Ces mosquées sont traditionnellement utilisées par les familles à la
belle saison pour des séjours, des ziaras, voire des
célébrations de fêtes familiales. On y dort, on y mange, on y chante,
on se recueille et passe la belle saison en profitant de l'air marin. À
Sidi Salem, mosquée de côte située près de Houmt Souk, un individu s'est
récemment octroyé le droit de bâtir une enceinte autour de la mosquée et
d'intimer aux habitants de la houma que dorénavant celle-ci
serait réservée uniquement à la prière et aux prêches. Fort heureusement
les habitants ont réagi.
À Sidi El Bahri, la salle de prière a été démolie sans autorisation par
un individu qui disait vouloir étendre la mosquée. Ainsi disparaissent
sous nos yeux des joyaux du patrimoine architectural ibadhite de l'île,
de véritables poèmes d'architecture pour qui sait les voir.

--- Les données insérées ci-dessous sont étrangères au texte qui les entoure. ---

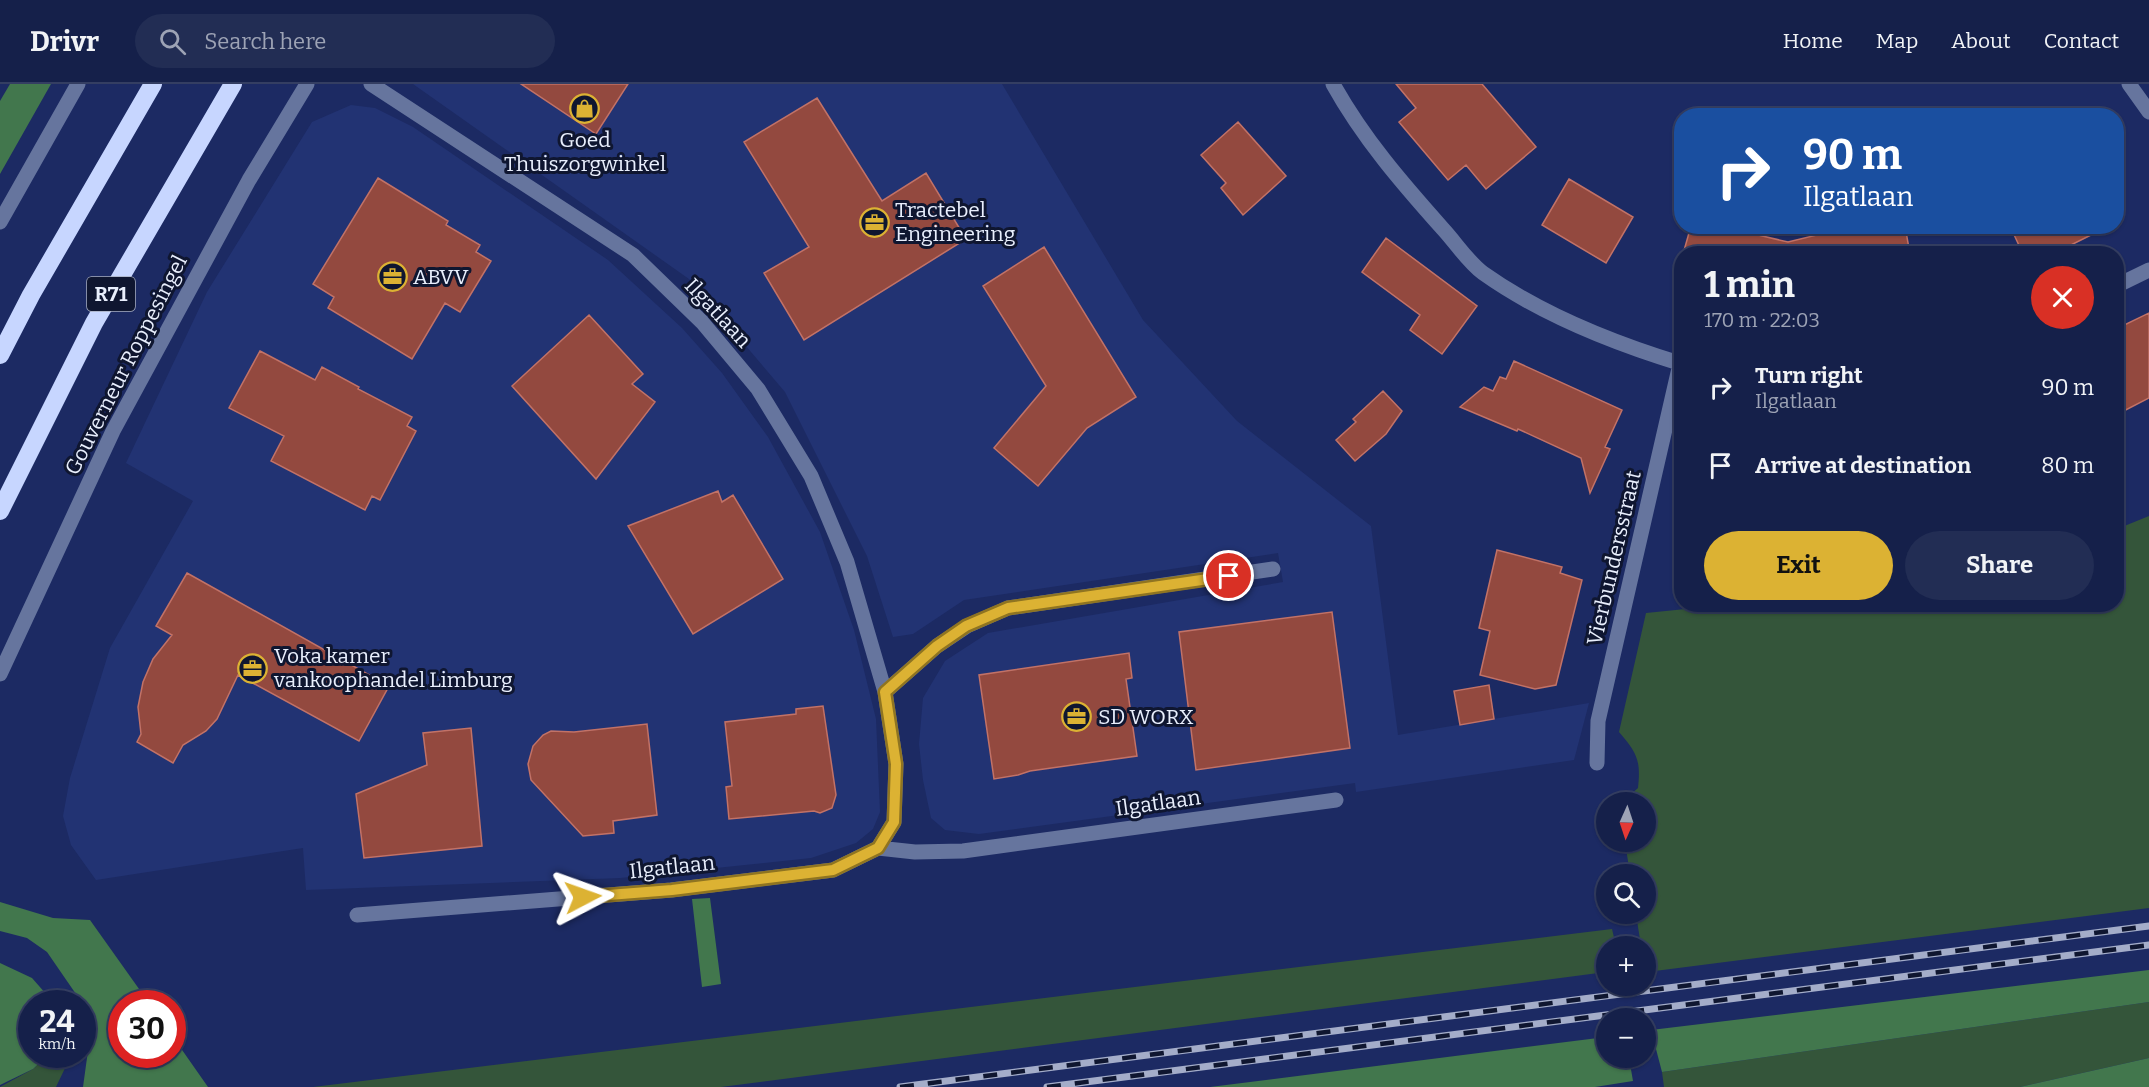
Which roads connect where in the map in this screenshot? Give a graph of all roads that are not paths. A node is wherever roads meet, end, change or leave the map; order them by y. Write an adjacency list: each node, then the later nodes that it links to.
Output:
1 (78, 84): 9 (street)
2 (153, 84): 12 (highway)
3 (233, 84): 15 (highway, Gouverneur Roppesingel / R71)
4 (307, 84): 17 (street, Gouverneur Roppesingel)
5 (371, 84): 18 (street, Ilgatlaan)
6 (1333, 84): 13 (street)
7 (2129, 84): 8 (street)
8 (2149, 112)
9 (0, 222)
10 (2149, 270): 11 (street)
11 (2124, 282)
12 (0, 355)
13 (1674, 362)
14 (1674, 394): 19 (street, Vierbundersstraat)
15 (0, 511)
16 (1273, 569): 18 (street)
17 (0, 674)
18 (885, 692): 21 (street, Ilgatlaan)
19 (1597, 764)
20 (1336, 800): 21 (street, Ilgatlaan)
21 (878, 848): 22 (street, Ilgatlaan)
22 (357, 915)

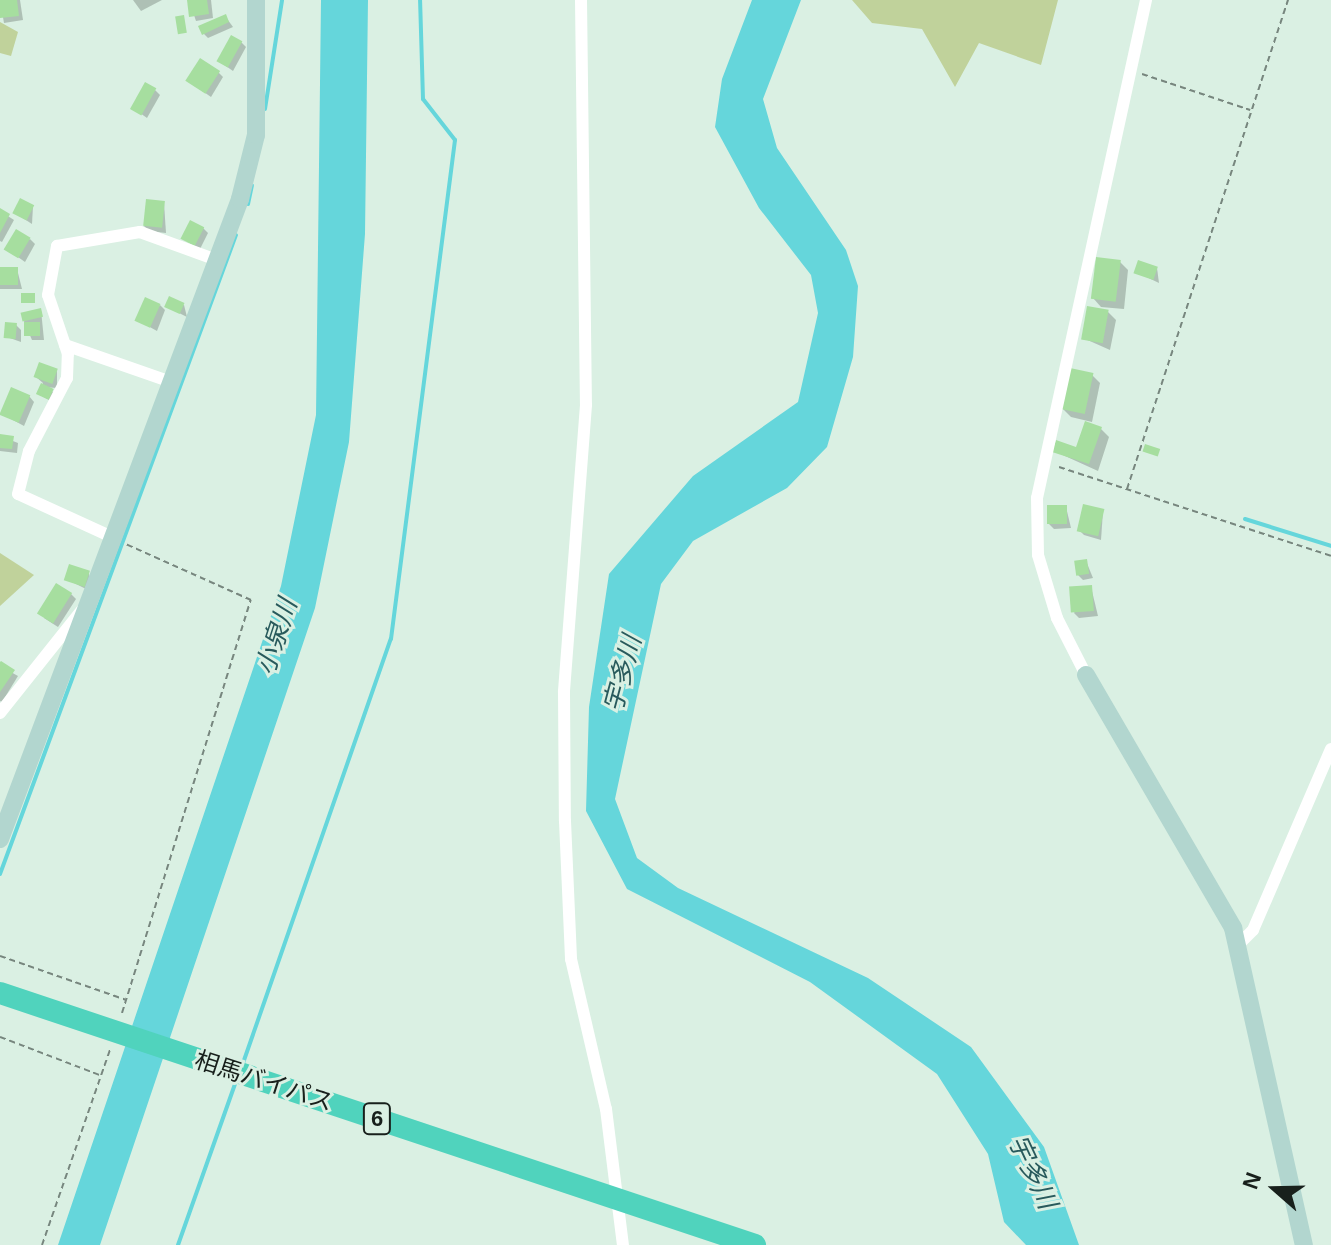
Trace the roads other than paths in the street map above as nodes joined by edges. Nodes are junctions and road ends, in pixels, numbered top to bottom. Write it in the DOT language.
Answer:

A Sidi El Bachir, la mosquée et madrasa de la houma de Oualgha
près de Houmt Souk, restaurée par l'Institut National du Patrimoine et
promise à devenir un musée des mosquées de l'île avec présentation de
maquettes, a été investie par un groupe d'individus qui ont réclamé d'en
faire un lieu strictement réservé à la prière et aux soirées religieuses
spéciales. Là encore, les habitants, les familles et l'association de
protection de l'île ASSIDJE ont pu réagir à temps.
Enfin, on entend ici et là que les imams ibadhites de certaines mosquées
djerbiennes ont aussi du fil à retordre avec de nouveaux groupes et
imams salafistes venus pour les détrôner de leurs fonctions
ancestrales.
Le patrimoine naturel, écologique et architectural de l'île est en
péril, la situation déjà préoccupante avant la Révolution empire de jour
en jour. Le patrimoine des usages et des pratiques sociales et
religieuses également se heurte aux nouveaux venus qui s'érigent en
docteurs de la loi religieuse et de l'orthodoxie rigoriste.
Jusqu'à quand laissera-t-on faire sans impunité de telles
pratiques ? Pourquoi les services municipaux ne sont-ils pas
fonctionnels aujourd'hui ? Est-ce que Djerba est trop loin de nous
et de nos préoccupations pour que l'on continue à y tolérer ces
dépassements et ces outrages ? Jusqu'à quand les habitants
pourront-ils réagir et se défendre ?
Il est urgent aujourd'hui de rassembler les énergies, les consciences et
les moyens politiques pour arrêter le massacre d'une île dont les enjeux
humains, sociaux et touristiques ne sont plus à démontrer.